Problem
A word-for-word repeat of the records below is what this calls for.

Source data
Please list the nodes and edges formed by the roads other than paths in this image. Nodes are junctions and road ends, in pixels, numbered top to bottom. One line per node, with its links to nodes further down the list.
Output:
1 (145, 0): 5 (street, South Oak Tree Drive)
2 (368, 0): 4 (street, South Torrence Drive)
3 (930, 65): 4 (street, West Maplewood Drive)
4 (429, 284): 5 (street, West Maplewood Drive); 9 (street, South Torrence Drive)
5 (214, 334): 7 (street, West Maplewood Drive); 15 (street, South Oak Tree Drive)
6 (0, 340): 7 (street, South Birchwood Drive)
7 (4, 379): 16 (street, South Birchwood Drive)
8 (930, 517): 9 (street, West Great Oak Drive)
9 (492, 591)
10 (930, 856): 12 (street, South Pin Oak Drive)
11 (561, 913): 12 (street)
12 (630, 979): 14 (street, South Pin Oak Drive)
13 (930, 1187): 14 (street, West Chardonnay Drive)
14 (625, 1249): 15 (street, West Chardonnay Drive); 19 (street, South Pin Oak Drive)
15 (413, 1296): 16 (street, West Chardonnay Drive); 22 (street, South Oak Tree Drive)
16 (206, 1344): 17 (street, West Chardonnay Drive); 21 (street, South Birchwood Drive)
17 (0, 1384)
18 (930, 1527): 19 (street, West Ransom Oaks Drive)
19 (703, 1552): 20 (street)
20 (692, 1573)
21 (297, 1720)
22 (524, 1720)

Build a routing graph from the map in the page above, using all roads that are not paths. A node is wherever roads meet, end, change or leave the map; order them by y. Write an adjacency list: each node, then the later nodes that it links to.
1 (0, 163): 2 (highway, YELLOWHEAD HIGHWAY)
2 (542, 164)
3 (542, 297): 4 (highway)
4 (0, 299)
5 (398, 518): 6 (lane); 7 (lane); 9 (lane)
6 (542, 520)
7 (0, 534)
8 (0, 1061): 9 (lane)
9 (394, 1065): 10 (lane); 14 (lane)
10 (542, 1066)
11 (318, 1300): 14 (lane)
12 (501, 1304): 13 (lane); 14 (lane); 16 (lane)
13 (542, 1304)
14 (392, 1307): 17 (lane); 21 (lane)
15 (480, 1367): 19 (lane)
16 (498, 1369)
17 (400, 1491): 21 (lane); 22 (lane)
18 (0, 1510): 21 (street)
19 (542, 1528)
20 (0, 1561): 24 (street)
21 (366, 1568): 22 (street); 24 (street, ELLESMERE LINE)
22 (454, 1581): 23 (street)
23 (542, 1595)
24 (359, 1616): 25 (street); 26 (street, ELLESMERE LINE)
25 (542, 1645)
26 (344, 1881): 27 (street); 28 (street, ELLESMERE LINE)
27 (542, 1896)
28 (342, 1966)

Exercise output
Please list the nodes and edges formed by the roads other than paths in this image. Nodes are junctions and road ends, in pixels, numbered top to bottom. One line per node, with its links to nodes further down the list.
Output:
1 (145, 0): 5 (street, South Oak Tree Drive)
2 (368, 0): 4 (street, South Torrence Drive)
3 (930, 65): 4 (street, West Maplewood Drive)
4 (429, 284): 5 (street, West Maplewood Drive); 9 (street, South Torrence Drive)
5 (214, 334): 7 (street, West Maplewood Drive); 15 (street, South Oak Tree Drive)
6 (0, 340): 7 (street, South Birchwood Drive)
7 (4, 379): 16 (street, South Birchwood Drive)
8 (930, 517): 9 (street, West Great Oak Drive)
9 (492, 591)
10 (930, 856): 12 (street, South Pin Oak Drive)
11 (561, 913): 12 (street)
12 (630, 979): 14 (street, South Pin Oak Drive)
13 (930, 1187): 14 (street, West Chardonnay Drive)
14 (625, 1249): 15 (street, West Chardonnay Drive); 19 (street, South Pin Oak Drive)
15 (413, 1296): 16 (street, West Chardonnay Drive); 22 (street, South Oak Tree Drive)
16 (206, 1344): 17 (street, West Chardonnay Drive); 21 (street, South Birchwood Drive)
17 (0, 1384)
18 (930, 1527): 19 (street, West Ransom Oaks Drive)
19 (703, 1552): 20 (street)
20 (692, 1573)
21 (297, 1720)
22 (524, 1720)

Build a routing graph from the map in the page above, using all roads that are not paths. A node is wherever roads meet, end, change or leave the map; order them by y. Write an adjacency list: each node, then the later nodes that it links to.
1 (0, 163): 2 (highway, YELLOWHEAD HIGHWAY)
2 (542, 164)
3 (542, 297): 4 (highway)
4 (0, 299)
5 (398, 518): 6 (lane); 7 (lane); 9 (lane)
6 (542, 520)
7 (0, 534)
8 (0, 1061): 9 (lane)
9 (394, 1065): 10 (lane); 14 (lane)
10 (542, 1066)
11 (318, 1300): 14 (lane)
12 (501, 1304): 13 (lane); 14 (lane); 16 (lane)
13 (542, 1304)
14 (392, 1307): 17 (lane); 21 (lane)
15 (480, 1367): 19 (lane)
16 (498, 1369)
17 (400, 1491): 21 (lane); 22 (lane)
18 (0, 1510): 21 (street)
19 (542, 1528)
20 (0, 1561): 24 (street)
21 (366, 1568): 22 (street); 24 (street, ELLESMERE LINE)
22 (454, 1581): 23 (street)
23 (542, 1595)
24 (359, 1616): 25 (street); 26 (street, ELLESMERE LINE)
25 (542, 1645)
26 (344, 1881): 27 (street); 28 (street, ELLESMERE LINE)
27 (542, 1896)
28 (342, 1966)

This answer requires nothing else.